**What you should do**
Copy whichever lines of the data hold the word "Lombard".

**Records from a collection**
=== Begin Enclosure ===

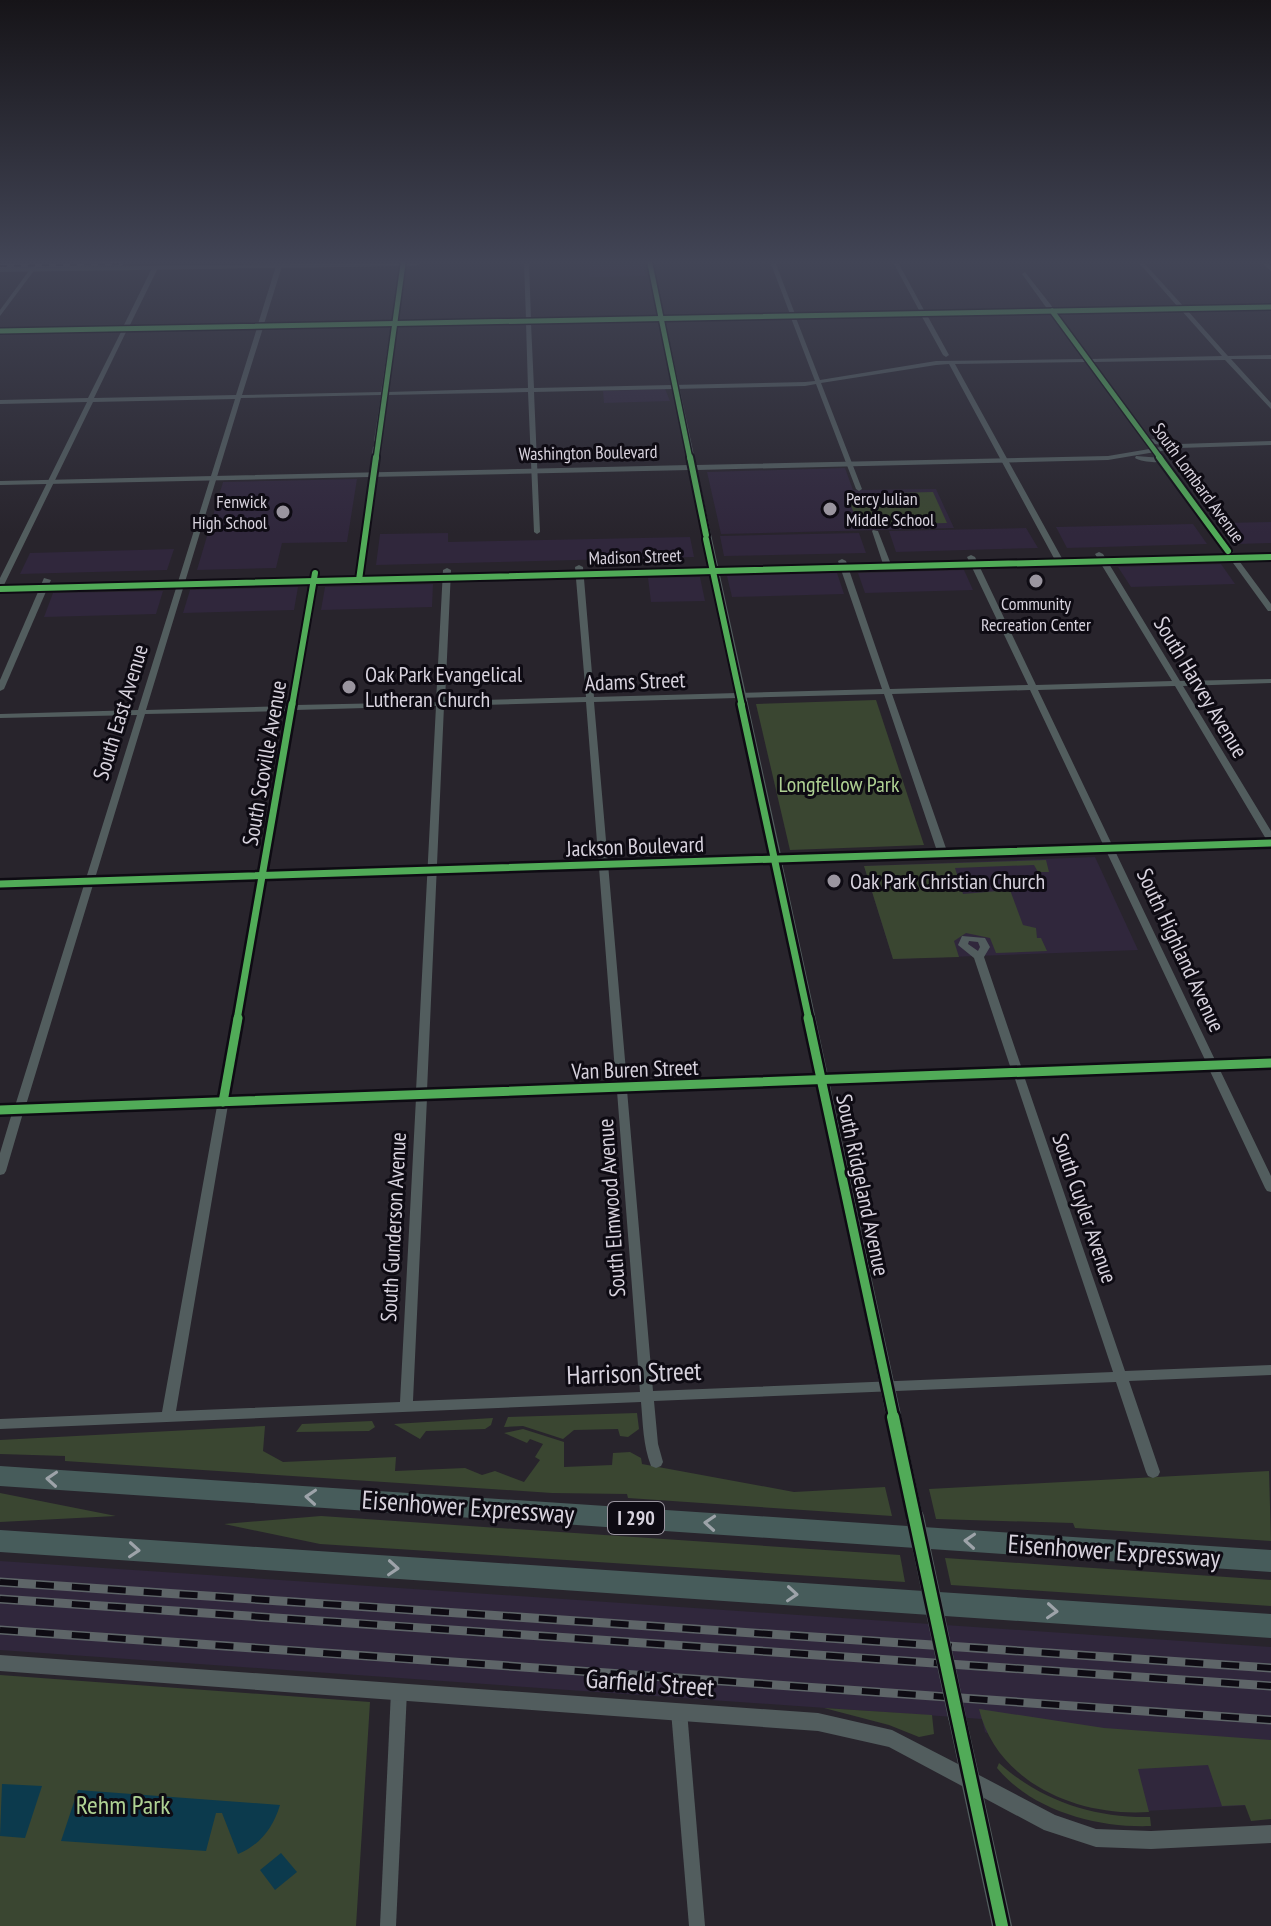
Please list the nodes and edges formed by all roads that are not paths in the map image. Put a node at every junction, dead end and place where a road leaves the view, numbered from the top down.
1 (113, 354) edge
2 (251, 354) edge
3 (391, 354) edge
4 (530, 354) edge
5 (669, 354) edge
6 (808, 354) edge
7 (1084, 354) edge
8 (1223, 354) edge
9 (1271, 357) edge
10 (1227, 358) junction
11 (1088, 360) junction
12 (951, 363) junction
13 (819, 382) junction
14 (675, 387) junction
15 (531, 391) junction
16 (385, 394) junction
17 (238, 397) junction
18 (90, 400) junction
19 (0, 402) edge
20 (1271, 407) edge
21 (1147, 440) junction
22 (1271, 443) edge
23 (1212, 444) junction
24 (1155, 451) junction
25 (1108, 458) junction
26 (1005, 460) junction
27 (1162, 460) junction
28 (849, 464) junction
29 (692, 467) junction
30 (535, 471) junction
31 (373, 474) junction
32 (213, 478) junction
33 (51, 481) junction
34 (0, 483) edge
35 (859, 489) dead end
36 (875, 531) dead end
37 (537, 532) dead end
38 (1271, 550) edge
39 (1230, 554) junction
40 (1102, 557) junction
41 (1271, 557) edge
42 (1058, 559) junction
43 (973, 561) junction
44 (887, 563) junction
45 (843, 564) junction
46 (712, 567) junction
47 (579, 571) junction
48 (446, 574) junction
49 (360, 576) junction
50 (314, 577) junction
51 (181, 580) junction
52 (0, 584) edge
53 (45, 584) junction
54 (1271, 609) edge
55 (1271, 681) edge
56 (1178, 684) junction
57 (1033, 688) junction
58 (0, 689) edge
59 (887, 692) junction
60 (740, 696) junction
61 (590, 700) junction
62 (440, 704) junction
63 (292, 708) junction
64 (141, 712) junction
65 (0, 716) edge
66 (1271, 841) edge
67 (1111, 849) junction
68 (943, 854) junction
69 (774, 859) junction
70 (604, 865) junction
71 (432, 870) junction
72 (262, 876) junction
73 (89, 881) junction
74 (0, 884) edge
75 (979, 957) dead end
76 (1271, 1063) edge
77 (1213, 1065) junction
78 (1018, 1072) junction
79 (822, 1080) junction
80 (624, 1087) junction
81 (421, 1094) junction
82 (223, 1102) junction
83 (19, 1109) junction
84 (0, 1110) edge
85 (0, 1171) edge
86 (1271, 1188) edge
87 (1271, 1370) edge
88 (1121, 1376) junction
89 (887, 1386) junction
90 (648, 1396) junction
91 (406, 1407) junction
92 (168, 1417) junction
93 (0, 1424) edge
94 (656, 1462) dead end
95 (1153, 1472) dead end
96 (0, 1476) edge
97 (0, 1541) edge
98 (1271, 1561) edge
99 (1271, 1626) edge
100 (0, 1663) edge
101 (399, 1691) junction
102 (679, 1711) junction
103 (970, 1777) junction
104 (1271, 1834) edge
105 (388, 1926) edge
106 (697, 1926) edge
107 (1002, 1926) edge

1 - 18 street
2 - 17 street, South East Avenue
3 - 16 street
4 - 15 street
5 - 14 street, South Ridgeland Avenue
6 - 13 street
7 - 11 street, South Lombard Avenue
8 - 10 street
9 - 10 street
10 - 11 street
10 - 20 street
11 - 12 street
11 - 21 street, South Lombard Avenue
12 - 13 street
12 - 26 street
13 - 14 street
13 - 28 street
14 - 15 street
14 - 29 street, South Ridgeland Avenue
15 - 16 street
15 - 30 street
16 - 17 street
16 - 31 street
17 - 18 street
17 - 32 street, South East Avenue
18 - 19 street
18 - 33 street
21 - 23 street
21 - 24 street, South Lombard Avenue
22 - 23 street, Washington Boulevard
23 - 24 street, Washington Boulevard
24 - 25 street, Washington Boulevard
24 - 27 street, South Lombard Avenue
25 - 26 street, Washington Boulevard
25 - 27 street
26 - 28 street, Washington Boulevard
26 - 42 street
27 - 39 street, South Lombard Avenue
28 - 29 street, Washington Boulevard
28 - 35 street
29 - 30 street, Washington Boulevard
29 - 46 street, South Ridgeland Avenue
30 - 31 street, Washington Boulevard
30 - 37 street
31 - 32 street, Washington Boulevard
31 - 49 street
32 - 33 street, Washington Boulevard
32 - 51 street, South East Avenue
33 - 34 street, Washington Boulevard
33 - 52 street
36 - 44 street
38 - 39 main road, Madison Street
39 - 40 main road, Madison Street
39 - 41 main road, Madison Street
39 - 54 street, South Lombard Avenue
40 - 42 main road, Madison Street
40 - 56 street, South Harvey Avenue
42 - 43 main road, Madison Street
43 - 44 main road, Madison Street
43 - 57 street, South Highland Avenue
44 - 45 main road, Madison Street
45 - 46 main road, Madison Street
45 - 59 street
46 - 47 main road, Madison Street
46 - 60 street, South Ridgeland Avenue
47 - 48 main road, Madison Street
47 - 61 street, South Elmwood Avenue
48 - 49 main road, Madison Street
48 - 62 street, South Gunderson Avenue
49 - 50 main road, Madison Street
50 - 51 main road, Madison Street
50 - 63 street, South Scoville Avenue
51 - 53 main road, Madison Street
51 - 64 street, South East Avenue
52 - 53 main road, Madison Street
53 - 58 street
55 - 56 street, Adams Street
56 - 57 street, Adams Street
56 - 66 street, South Harvey Avenue
57 - 59 street, Adams Street
57 - 67 street, South Highland Avenue
59 - 60 street, Adams Street
59 - 68 street
60 - 61 street, Adams Street
60 - 69 street, South Ridgeland Avenue
61 - 62 street, Adams Street
61 - 70 street, South Elmwood Avenue
62 - 63 street, Adams Street
62 - 71 street, South Gunderson Avenue
63 - 64 street, Adams Street
63 - 72 street, South Scoville Avenue
64 - 65 street, Adams Street
64 - 73 street, South East Avenue
66 - 67 street, Jackson Boulevard
67 - 68 street, Jackson Boulevard
67 - 77 street, South Highland Avenue
68 - 69 street, Jackson Boulevard
69 - 70 street, Jackson Boulevard
69 - 79 street, South Ridgeland Avenue
70 - 71 street, Jackson Boulevard
70 - 80 street, South Elmwood Avenue
71 - 72 street, Jackson Boulevard
71 - 81 street, South Gunderson Avenue
72 - 73 street, Jackson Boulevard
72 - 82 street, South Scoville Avenue
73 - 74 street, Jackson Boulevard
73 - 83 street, South East Avenue
75 - 78 street, South Cuyler Avenue
76 - 77 street, Van Buren Street
77 - 78 street, Van Buren Street
77 - 86 street, South Highland Avenue
78 - 79 street, Van Buren Street
78 - 88 street, South Cuyler Avenue
79 - 80 street, Van Buren Street
79 - 89 street, South Ridgeland Avenue
80 - 81 street, Van Buren Street
80 - 90 street, South Elmwood Avenue
81 - 82 street, Van Buren Street
81 - 91 street, South Gunderson Avenue
82 - 83 street, Van Buren Street
82 - 92 street, South Scoville Avenue
83 - 84 street, Van Buren Street
83 - 85 street, South East Avenue
87 - 88 street, Harrison Street
88 - 89 street, Harrison Street
88 - 95 street, South Cuyler Avenue
89 - 90 street, Harrison Street
89 - 103 street, South Ridgeland Avenue, bridge
90 - 91 street, Harrison Street
90 - 94 street, South Elmwood Avenue
91 - 92 street, Harrison Street
92 - 93 street, Harrison Street
98 -> 96 highway, Eisenhower Expressway / I 290
97 -> 99 highway
100 - 101 street, Garfield Street
101 - 102 street, Garfield Street
101 - 105 street
102 - 103 street, Garfield Street
102 - 106 street
103 - 104 street, Garfield Street
103 - 107 street, South Ridgeland Avenue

=== End Enclosure ===

**Output**
7 - 11 street, South Lombard Avenue
11 - 21 street, South Lombard Avenue
21 - 24 street, South Lombard Avenue
24 - 27 street, South Lombard Avenue
27 - 39 street, South Lombard Avenue
39 - 54 street, South Lombard Avenue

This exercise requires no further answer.